=== INPUT ===
------------------------------------------------------------
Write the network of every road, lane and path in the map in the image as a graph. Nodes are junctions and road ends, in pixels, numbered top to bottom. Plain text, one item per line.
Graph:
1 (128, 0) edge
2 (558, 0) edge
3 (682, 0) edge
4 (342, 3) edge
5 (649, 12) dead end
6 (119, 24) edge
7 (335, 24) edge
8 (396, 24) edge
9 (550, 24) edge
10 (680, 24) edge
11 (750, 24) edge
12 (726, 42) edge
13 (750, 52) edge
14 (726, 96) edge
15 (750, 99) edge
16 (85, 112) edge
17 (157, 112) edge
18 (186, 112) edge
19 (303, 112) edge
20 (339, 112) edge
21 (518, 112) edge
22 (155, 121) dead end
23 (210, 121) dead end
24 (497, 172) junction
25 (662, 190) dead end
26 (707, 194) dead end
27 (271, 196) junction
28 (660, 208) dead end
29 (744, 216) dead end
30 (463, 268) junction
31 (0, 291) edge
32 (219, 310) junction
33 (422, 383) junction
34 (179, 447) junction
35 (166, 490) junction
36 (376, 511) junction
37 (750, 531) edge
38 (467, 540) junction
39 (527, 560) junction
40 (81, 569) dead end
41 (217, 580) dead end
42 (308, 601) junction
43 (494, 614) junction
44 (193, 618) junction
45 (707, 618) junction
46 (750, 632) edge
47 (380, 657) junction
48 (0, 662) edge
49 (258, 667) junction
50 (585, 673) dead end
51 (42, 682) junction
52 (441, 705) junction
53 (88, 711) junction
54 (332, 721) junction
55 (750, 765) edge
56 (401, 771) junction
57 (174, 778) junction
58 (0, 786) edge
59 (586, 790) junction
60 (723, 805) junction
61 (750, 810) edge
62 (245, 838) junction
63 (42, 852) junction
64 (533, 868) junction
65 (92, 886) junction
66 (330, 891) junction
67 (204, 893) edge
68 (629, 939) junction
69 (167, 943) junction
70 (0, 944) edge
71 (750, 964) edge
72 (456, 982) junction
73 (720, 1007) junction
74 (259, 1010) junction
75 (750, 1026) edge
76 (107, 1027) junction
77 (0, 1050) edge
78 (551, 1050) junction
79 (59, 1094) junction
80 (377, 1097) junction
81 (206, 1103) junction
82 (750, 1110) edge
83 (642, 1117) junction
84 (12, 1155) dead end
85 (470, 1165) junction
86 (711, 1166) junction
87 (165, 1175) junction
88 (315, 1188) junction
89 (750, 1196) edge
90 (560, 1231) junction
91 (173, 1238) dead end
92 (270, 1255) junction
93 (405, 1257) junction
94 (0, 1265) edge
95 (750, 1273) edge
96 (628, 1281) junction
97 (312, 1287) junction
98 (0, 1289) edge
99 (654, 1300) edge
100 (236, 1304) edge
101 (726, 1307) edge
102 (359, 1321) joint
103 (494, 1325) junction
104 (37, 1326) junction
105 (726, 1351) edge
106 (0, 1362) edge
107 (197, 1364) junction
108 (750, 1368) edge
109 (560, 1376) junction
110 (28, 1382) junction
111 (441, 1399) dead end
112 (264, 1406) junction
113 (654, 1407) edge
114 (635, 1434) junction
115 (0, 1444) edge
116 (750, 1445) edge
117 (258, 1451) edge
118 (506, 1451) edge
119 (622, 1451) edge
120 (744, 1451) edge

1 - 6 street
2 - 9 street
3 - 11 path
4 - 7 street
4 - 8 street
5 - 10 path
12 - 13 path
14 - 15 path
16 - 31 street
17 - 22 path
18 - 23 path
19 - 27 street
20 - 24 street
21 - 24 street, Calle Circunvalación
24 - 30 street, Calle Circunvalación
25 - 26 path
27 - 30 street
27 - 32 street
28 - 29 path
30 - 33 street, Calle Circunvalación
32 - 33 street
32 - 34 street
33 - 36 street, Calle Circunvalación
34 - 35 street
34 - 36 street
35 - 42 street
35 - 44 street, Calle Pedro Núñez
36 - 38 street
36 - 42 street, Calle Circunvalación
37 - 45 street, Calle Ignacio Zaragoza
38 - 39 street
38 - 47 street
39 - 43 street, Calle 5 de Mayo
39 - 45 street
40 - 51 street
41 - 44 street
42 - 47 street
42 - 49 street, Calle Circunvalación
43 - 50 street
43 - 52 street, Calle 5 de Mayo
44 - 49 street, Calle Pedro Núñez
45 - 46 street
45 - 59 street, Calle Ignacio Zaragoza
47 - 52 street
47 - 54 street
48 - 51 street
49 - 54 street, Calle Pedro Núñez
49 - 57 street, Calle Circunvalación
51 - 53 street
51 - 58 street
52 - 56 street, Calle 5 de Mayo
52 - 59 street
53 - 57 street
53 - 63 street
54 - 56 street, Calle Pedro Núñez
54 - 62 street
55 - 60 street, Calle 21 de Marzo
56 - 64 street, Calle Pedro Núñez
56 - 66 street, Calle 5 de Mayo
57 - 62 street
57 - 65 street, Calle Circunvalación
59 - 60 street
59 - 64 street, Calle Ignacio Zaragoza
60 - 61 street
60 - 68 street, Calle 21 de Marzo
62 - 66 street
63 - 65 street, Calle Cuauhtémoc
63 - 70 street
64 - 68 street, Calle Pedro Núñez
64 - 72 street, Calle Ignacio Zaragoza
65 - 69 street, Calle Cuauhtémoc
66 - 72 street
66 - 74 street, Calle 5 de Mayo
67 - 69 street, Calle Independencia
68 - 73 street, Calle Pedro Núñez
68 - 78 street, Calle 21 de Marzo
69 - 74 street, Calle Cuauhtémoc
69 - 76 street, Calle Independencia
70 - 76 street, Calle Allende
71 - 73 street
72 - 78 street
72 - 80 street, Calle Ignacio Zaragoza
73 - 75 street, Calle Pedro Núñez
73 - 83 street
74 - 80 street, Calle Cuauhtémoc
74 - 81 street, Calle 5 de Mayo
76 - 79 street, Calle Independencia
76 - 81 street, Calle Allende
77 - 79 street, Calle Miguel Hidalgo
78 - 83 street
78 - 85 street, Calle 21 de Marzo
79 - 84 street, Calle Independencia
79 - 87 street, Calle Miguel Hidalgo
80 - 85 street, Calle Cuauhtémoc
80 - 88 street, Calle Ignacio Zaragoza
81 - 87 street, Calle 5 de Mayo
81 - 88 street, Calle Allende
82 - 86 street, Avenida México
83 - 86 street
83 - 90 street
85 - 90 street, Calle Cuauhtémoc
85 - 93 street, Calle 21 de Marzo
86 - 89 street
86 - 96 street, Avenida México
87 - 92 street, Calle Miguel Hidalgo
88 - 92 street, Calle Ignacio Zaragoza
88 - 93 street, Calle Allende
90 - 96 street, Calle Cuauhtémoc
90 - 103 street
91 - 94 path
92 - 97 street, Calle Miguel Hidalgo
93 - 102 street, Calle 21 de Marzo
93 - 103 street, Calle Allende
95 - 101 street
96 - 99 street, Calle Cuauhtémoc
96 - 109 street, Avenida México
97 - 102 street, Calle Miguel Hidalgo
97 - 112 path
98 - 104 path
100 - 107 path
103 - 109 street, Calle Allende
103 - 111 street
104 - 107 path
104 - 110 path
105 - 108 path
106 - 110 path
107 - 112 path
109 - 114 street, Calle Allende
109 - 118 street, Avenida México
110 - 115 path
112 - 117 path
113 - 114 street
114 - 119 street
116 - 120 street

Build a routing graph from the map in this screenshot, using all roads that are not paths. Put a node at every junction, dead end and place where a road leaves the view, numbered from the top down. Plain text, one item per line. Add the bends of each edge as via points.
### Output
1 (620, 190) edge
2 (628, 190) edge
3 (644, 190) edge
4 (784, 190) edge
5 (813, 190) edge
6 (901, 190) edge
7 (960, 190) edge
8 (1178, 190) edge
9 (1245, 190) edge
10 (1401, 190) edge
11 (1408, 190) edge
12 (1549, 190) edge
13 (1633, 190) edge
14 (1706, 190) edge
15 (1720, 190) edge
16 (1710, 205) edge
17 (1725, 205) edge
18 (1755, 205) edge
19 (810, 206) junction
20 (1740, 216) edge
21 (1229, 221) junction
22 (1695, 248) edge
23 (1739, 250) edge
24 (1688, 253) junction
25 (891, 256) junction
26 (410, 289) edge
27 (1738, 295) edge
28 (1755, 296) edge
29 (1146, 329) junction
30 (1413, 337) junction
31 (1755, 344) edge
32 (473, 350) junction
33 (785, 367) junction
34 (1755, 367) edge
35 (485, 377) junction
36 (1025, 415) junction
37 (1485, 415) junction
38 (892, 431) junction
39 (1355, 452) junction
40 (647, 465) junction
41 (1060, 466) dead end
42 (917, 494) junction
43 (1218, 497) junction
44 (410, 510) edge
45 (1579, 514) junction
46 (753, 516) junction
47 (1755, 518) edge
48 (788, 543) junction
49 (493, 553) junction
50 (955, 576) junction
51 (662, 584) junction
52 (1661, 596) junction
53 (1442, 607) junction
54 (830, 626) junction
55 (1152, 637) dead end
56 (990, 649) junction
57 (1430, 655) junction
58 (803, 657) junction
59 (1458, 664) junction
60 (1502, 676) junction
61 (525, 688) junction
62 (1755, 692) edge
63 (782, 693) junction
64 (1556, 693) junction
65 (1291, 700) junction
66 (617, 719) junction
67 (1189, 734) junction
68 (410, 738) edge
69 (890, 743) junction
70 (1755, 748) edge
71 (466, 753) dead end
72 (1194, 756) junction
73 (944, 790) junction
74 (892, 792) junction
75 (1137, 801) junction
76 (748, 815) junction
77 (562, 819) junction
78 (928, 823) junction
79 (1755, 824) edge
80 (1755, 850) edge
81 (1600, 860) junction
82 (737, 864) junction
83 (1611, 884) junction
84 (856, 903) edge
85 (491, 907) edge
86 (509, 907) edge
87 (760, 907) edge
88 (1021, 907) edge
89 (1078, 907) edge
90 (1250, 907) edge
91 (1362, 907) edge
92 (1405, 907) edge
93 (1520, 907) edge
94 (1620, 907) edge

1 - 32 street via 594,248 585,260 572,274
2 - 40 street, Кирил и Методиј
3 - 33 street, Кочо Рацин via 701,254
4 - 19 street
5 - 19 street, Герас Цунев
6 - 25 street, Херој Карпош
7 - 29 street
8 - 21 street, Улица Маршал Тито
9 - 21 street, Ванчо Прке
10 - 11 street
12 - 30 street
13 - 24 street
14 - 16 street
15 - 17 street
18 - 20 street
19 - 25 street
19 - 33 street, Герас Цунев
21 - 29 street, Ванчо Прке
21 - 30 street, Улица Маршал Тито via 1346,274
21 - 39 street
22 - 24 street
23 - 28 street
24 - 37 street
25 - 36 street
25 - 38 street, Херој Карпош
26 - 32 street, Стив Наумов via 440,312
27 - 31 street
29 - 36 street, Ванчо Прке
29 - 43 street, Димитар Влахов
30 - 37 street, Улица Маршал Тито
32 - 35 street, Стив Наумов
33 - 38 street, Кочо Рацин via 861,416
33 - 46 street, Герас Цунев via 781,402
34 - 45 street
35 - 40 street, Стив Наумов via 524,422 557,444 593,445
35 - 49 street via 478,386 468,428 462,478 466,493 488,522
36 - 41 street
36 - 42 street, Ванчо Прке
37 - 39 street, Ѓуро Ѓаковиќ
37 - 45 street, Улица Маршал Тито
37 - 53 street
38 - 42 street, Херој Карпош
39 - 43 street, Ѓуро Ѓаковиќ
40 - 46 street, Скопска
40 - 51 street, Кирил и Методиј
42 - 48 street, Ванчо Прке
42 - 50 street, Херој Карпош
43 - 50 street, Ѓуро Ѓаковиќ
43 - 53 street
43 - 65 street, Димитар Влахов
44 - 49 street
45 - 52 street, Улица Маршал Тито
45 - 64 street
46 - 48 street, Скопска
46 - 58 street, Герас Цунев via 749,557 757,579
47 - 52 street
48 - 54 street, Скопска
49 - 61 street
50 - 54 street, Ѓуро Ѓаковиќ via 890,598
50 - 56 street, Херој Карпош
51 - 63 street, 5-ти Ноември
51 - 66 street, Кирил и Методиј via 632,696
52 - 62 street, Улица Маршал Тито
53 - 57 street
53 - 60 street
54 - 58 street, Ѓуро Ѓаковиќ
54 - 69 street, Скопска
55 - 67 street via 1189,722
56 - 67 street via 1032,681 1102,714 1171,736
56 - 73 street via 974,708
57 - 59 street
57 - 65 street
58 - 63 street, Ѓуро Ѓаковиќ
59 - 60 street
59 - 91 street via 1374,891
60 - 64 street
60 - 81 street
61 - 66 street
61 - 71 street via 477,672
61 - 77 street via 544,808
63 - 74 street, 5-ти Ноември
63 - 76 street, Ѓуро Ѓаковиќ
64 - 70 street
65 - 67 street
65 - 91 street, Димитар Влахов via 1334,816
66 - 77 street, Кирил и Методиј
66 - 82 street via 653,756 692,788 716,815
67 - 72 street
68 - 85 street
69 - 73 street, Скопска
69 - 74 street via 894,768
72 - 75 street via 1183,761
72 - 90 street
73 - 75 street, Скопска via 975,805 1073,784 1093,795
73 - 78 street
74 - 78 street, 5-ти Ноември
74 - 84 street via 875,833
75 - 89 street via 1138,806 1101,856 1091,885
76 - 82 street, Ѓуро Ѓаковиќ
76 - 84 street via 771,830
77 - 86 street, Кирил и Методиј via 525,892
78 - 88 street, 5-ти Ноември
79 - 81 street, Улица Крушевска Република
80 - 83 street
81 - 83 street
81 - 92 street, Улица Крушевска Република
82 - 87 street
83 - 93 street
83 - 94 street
------------------------------------------------------------
=== WORK TO BE COMPLETED ===
State the number of lines in the data that contain the word "Прке", offering no other text.

=== RESULT OF THIS TASK ===
5